# [What is required]
Starting at the line that has "ctx.bezierCurveTo(1421, 41, 1423, 39, 1426, 39)" and stopping after the line that has "ctx.fillText('Начало', 325, 146)", reproduce the listing below exactly; omit everything else.

# [Data to examine]
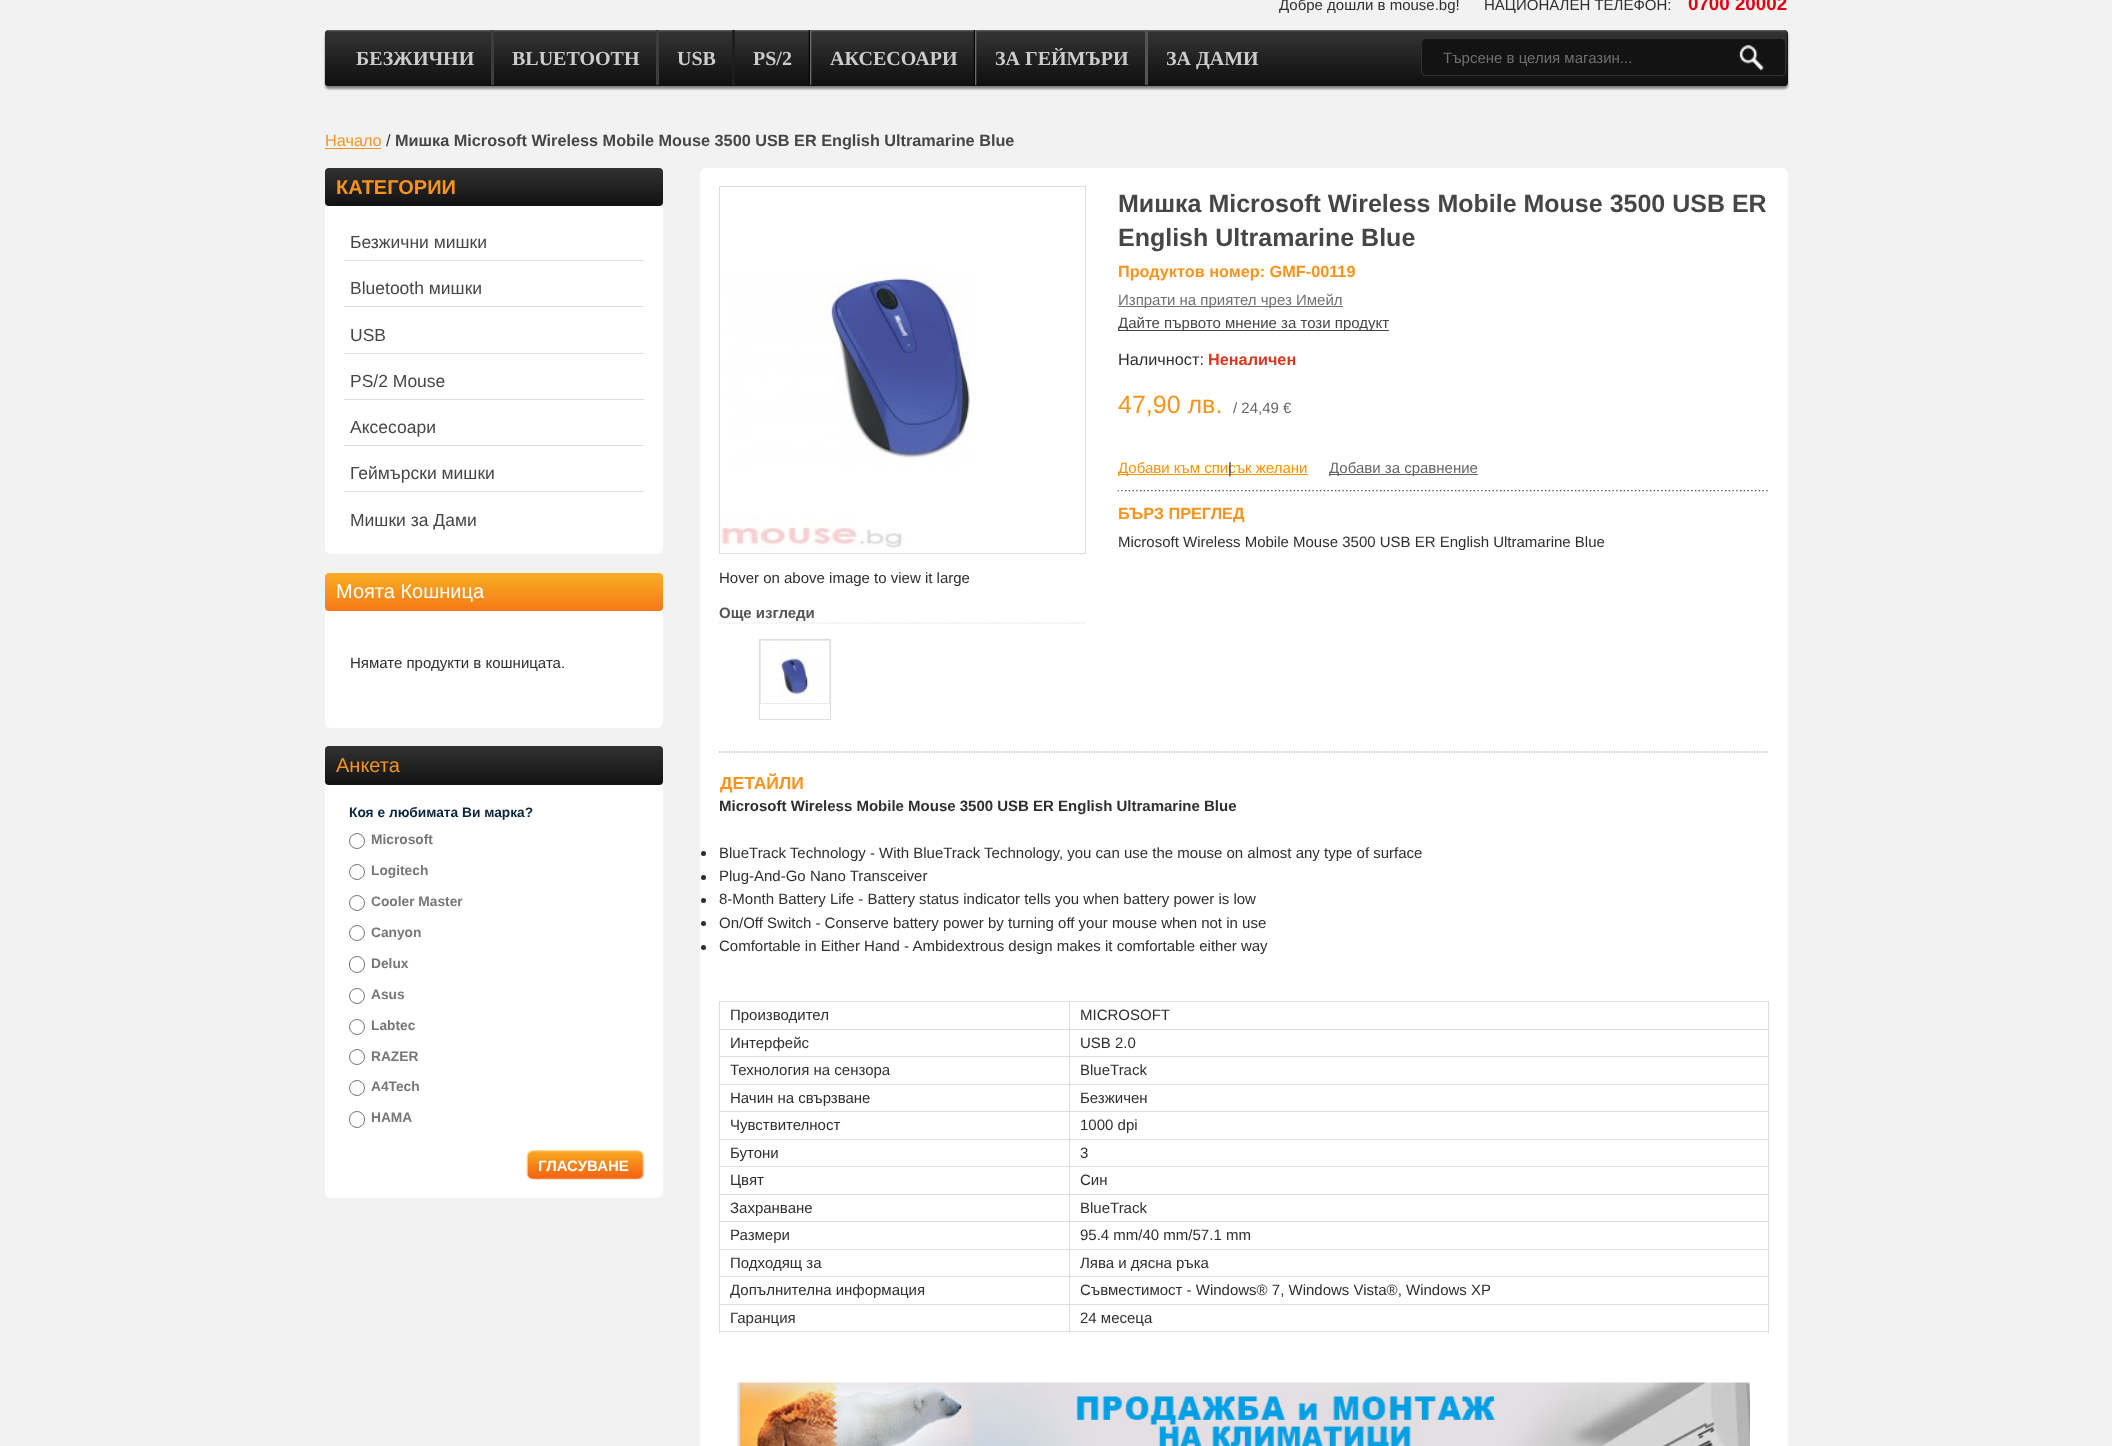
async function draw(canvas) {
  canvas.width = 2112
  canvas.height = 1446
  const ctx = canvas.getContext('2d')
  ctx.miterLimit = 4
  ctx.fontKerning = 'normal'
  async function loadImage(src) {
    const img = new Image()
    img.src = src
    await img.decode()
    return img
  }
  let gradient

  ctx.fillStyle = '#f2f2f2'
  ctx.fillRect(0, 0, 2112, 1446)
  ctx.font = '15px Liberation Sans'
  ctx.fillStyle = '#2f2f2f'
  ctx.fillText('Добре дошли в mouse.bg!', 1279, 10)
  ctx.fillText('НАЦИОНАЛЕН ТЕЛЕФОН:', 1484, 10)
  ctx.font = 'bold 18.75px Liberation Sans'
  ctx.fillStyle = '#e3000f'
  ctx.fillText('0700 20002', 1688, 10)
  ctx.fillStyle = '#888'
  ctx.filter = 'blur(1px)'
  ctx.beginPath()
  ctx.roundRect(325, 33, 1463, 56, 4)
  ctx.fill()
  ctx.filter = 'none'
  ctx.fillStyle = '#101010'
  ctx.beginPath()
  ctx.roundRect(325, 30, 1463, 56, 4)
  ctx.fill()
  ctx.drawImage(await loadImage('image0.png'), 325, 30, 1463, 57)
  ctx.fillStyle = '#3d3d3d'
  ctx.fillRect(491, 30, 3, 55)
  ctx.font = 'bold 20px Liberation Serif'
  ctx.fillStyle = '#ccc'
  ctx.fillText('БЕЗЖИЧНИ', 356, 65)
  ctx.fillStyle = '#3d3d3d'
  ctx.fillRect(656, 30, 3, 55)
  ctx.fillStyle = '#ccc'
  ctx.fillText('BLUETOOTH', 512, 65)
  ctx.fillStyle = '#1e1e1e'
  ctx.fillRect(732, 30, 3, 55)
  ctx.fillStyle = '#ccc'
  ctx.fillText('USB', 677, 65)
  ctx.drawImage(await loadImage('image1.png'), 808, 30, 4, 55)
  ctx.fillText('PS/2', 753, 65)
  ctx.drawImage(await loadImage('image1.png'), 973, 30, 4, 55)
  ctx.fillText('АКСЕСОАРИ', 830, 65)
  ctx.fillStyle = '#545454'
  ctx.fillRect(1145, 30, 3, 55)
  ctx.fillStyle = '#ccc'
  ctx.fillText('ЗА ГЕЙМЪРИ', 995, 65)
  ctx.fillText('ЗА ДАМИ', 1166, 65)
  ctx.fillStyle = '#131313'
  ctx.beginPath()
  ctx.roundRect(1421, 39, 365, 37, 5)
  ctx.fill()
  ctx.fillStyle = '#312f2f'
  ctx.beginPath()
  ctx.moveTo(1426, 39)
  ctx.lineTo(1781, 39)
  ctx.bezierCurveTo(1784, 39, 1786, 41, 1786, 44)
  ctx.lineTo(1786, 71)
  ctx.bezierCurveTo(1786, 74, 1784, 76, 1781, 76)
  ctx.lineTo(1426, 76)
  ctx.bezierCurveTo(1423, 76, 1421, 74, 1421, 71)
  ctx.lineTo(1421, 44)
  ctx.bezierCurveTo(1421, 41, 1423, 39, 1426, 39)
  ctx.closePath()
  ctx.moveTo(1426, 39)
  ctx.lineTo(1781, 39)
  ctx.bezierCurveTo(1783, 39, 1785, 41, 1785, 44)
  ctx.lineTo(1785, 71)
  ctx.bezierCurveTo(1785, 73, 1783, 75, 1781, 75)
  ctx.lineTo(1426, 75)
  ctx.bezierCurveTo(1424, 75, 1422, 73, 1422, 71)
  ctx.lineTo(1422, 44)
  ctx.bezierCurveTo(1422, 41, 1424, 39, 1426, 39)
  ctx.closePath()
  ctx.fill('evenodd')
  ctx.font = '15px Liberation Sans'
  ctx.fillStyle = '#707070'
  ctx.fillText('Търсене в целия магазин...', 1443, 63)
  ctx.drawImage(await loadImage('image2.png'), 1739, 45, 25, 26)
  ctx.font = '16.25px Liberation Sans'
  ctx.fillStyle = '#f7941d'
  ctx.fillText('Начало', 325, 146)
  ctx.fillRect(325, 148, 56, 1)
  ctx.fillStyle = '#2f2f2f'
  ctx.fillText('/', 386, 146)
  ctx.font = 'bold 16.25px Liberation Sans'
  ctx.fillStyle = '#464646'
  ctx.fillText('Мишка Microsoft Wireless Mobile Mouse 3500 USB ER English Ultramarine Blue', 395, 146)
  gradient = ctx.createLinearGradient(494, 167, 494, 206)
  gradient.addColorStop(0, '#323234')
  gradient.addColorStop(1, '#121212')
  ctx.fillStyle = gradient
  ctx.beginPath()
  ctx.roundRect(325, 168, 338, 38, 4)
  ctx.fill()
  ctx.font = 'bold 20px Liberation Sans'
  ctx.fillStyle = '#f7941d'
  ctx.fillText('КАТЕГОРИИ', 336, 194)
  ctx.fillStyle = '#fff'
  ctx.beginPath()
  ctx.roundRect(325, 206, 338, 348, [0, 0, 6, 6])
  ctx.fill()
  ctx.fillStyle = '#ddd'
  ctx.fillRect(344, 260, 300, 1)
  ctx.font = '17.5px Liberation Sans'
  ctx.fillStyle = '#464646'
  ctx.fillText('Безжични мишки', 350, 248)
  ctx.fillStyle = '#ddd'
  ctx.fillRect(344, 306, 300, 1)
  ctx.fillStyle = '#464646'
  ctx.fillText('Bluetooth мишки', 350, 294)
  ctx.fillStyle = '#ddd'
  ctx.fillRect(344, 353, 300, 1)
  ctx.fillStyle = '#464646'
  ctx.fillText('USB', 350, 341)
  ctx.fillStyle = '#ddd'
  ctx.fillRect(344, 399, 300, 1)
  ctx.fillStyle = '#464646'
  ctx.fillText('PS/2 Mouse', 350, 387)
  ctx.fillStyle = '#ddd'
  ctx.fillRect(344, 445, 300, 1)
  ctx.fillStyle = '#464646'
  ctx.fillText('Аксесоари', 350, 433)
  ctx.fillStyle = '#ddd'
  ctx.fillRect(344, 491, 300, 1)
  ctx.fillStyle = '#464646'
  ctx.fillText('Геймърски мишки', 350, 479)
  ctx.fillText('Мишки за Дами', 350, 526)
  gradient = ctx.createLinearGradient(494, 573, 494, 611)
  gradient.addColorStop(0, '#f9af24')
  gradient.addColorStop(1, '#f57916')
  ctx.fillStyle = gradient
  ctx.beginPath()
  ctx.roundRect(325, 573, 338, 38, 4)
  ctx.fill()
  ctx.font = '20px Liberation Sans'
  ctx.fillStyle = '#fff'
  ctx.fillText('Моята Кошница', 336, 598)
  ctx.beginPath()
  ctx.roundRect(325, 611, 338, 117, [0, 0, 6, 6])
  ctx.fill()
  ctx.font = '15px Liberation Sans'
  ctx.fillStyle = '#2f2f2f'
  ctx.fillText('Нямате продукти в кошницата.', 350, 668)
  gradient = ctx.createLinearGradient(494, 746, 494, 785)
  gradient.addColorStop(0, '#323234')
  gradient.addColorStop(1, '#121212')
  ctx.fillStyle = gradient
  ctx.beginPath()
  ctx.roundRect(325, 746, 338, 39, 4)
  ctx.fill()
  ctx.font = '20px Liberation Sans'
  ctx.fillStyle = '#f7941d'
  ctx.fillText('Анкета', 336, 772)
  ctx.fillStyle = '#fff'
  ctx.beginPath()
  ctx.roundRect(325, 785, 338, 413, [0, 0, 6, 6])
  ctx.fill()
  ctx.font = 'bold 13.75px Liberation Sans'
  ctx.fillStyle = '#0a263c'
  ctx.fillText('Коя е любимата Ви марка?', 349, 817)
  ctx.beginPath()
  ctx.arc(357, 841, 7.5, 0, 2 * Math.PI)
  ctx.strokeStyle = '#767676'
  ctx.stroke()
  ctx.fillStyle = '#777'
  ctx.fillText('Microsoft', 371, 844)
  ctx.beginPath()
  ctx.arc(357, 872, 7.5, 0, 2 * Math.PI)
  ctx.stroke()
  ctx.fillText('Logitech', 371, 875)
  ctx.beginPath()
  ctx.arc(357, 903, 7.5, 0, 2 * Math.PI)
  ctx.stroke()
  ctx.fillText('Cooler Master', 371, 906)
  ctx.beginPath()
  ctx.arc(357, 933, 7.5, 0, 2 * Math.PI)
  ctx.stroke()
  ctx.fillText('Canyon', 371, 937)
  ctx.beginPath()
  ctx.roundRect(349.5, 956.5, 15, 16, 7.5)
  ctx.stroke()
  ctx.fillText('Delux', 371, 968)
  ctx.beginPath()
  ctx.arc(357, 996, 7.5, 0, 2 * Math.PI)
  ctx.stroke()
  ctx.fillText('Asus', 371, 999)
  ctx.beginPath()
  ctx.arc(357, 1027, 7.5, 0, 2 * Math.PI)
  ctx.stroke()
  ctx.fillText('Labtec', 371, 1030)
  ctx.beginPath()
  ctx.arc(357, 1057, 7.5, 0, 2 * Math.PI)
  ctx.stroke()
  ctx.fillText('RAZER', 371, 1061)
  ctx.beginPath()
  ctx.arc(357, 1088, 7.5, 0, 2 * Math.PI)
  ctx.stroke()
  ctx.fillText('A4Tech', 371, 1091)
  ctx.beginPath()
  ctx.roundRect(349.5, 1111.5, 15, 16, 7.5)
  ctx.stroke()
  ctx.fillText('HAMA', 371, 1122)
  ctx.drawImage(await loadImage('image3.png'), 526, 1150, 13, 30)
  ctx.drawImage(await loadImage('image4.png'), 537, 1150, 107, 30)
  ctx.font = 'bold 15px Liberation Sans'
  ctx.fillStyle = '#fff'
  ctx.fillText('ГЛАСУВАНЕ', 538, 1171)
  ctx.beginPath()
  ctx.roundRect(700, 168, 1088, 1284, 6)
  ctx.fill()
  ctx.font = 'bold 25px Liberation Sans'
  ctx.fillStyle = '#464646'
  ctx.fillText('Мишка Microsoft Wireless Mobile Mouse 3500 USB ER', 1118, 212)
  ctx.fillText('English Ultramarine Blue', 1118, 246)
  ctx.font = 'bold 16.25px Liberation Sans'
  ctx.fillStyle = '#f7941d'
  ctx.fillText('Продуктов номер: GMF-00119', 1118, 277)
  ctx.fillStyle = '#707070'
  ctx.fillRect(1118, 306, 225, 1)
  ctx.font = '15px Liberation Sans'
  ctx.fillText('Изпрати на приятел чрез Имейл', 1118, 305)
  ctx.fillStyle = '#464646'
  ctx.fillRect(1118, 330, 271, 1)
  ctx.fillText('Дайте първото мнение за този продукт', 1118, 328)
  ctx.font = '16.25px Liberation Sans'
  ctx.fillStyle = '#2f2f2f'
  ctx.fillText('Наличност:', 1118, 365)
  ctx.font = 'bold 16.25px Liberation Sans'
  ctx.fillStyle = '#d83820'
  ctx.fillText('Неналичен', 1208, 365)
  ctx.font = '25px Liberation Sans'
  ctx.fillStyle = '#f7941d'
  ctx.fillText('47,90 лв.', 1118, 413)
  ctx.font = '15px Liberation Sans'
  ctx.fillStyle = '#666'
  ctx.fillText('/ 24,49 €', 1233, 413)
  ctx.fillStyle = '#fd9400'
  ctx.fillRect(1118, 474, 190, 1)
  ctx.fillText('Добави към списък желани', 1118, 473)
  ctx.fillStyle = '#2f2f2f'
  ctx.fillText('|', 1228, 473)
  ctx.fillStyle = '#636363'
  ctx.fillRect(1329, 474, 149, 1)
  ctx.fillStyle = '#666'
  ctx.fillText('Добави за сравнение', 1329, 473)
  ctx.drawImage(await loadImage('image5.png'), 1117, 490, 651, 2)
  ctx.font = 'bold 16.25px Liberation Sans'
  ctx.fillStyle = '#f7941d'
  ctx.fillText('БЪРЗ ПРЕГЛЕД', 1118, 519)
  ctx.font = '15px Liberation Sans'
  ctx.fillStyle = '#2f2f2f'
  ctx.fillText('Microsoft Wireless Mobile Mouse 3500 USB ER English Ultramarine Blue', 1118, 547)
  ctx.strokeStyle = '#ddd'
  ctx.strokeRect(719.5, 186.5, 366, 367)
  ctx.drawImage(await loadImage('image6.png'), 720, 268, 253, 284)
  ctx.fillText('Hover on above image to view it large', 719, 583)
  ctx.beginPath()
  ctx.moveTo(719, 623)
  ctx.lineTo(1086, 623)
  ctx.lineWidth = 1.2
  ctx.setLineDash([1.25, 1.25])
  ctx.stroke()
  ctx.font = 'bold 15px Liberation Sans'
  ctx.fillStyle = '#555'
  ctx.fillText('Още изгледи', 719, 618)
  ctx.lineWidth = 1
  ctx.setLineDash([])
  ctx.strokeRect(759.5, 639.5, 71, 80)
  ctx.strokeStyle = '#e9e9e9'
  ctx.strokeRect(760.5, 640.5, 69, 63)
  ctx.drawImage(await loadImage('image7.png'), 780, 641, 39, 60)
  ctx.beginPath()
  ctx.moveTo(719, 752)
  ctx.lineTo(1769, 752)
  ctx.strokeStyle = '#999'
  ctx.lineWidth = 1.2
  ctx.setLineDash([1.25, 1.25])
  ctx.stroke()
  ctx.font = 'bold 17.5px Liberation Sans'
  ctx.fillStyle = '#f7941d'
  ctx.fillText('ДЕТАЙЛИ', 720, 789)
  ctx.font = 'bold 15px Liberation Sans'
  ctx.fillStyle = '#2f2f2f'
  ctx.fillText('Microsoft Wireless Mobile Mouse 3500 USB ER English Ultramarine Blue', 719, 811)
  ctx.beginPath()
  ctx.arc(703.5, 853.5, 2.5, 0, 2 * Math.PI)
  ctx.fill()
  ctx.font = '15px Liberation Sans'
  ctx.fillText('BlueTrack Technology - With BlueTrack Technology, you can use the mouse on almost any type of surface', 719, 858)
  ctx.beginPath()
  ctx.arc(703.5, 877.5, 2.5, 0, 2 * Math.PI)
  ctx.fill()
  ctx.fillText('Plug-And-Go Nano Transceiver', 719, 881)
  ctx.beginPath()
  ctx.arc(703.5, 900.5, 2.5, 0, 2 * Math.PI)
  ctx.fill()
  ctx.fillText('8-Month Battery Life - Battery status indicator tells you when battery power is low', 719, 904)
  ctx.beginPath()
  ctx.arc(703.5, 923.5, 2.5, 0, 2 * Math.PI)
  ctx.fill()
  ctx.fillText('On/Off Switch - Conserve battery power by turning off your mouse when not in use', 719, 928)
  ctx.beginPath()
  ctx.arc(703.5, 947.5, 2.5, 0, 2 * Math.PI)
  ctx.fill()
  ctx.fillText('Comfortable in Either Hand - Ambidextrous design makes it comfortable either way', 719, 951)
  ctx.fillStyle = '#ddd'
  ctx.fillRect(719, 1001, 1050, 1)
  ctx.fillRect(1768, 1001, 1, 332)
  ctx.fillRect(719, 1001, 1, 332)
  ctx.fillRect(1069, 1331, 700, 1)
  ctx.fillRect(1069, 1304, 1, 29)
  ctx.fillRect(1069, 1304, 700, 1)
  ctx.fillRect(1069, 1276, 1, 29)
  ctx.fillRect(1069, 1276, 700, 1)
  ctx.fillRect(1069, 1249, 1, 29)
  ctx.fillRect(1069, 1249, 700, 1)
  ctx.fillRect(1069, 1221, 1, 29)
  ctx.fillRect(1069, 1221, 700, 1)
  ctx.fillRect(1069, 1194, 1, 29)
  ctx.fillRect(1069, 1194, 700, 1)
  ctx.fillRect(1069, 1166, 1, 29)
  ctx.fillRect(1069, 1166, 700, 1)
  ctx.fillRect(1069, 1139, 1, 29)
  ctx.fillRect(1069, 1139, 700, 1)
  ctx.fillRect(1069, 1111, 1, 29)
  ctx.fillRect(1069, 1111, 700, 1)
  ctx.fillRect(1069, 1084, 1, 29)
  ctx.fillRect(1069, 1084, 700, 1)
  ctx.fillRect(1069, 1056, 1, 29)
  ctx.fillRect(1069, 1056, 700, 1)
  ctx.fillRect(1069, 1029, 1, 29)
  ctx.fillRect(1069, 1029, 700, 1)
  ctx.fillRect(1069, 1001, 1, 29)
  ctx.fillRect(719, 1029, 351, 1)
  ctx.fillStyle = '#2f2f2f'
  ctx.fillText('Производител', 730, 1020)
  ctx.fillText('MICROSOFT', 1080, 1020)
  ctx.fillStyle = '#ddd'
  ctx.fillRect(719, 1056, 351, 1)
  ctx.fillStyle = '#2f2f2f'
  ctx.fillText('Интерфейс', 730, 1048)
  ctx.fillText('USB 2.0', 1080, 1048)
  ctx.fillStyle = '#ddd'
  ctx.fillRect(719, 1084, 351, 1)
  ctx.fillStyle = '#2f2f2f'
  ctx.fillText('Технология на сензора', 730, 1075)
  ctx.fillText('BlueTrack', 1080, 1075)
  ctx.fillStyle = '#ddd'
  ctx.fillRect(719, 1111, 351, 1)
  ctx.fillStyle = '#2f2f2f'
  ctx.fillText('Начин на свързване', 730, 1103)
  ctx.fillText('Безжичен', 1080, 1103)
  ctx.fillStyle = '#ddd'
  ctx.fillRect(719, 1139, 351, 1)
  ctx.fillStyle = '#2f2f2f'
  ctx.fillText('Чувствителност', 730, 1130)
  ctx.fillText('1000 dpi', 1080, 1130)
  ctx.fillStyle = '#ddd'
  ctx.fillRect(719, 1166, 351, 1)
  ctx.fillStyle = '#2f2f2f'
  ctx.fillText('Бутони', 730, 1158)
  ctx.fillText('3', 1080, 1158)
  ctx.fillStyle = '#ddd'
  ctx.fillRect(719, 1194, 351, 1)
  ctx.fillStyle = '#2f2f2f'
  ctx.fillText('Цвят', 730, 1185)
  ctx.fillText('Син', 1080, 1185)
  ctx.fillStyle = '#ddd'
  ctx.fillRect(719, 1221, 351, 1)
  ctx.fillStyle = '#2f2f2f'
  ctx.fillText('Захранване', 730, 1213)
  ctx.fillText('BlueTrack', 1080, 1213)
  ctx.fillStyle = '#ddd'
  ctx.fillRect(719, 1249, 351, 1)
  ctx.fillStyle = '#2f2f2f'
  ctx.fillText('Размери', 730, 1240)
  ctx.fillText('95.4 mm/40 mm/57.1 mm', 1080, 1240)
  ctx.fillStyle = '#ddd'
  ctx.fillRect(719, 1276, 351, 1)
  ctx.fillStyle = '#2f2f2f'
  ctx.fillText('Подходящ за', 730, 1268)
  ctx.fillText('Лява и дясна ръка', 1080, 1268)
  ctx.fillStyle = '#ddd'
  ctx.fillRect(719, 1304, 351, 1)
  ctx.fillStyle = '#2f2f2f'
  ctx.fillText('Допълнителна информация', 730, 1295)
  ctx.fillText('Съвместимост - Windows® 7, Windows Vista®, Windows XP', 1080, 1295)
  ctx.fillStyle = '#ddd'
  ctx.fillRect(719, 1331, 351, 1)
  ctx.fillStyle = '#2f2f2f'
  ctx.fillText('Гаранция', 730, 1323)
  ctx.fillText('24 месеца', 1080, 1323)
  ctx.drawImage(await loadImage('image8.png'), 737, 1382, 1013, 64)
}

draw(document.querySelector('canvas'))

# [Task solution]
  ctx.bezierCurveTo(1421, 41, 1423, 39, 1426, 39)
  ctx.closePath()
  ctx.moveTo(1426, 39)
  ctx.lineTo(1781, 39)
  ctx.bezierCurveTo(1783, 39, 1785, 41, 1785, 44)
  ctx.lineTo(1785, 71)
  ctx.bezierCurveTo(1785, 73, 1783, 75, 1781, 75)
  ctx.lineTo(1426, 75)
  ctx.bezierCurveTo(1424, 75, 1422, 73, 1422, 71)
  ctx.lineTo(1422, 44)
  ctx.bezierCurveTo(1422, 41, 1424, 39, 1426, 39)
  ctx.closePath()
  ctx.fill('evenodd')
  ctx.font = '15px Liberation Sans'
  ctx.fillStyle = '#707070'
  ctx.fillText('Търсене в целия магазин...', 1443, 63)
  ctx.drawImage(await loadImage('image2.png'), 1739, 45, 25, 26)
  ctx.font = '16.25px Liberation Sans'
  ctx.fillStyle = '#f7941d'
  ctx.fillText('Начало', 325, 146)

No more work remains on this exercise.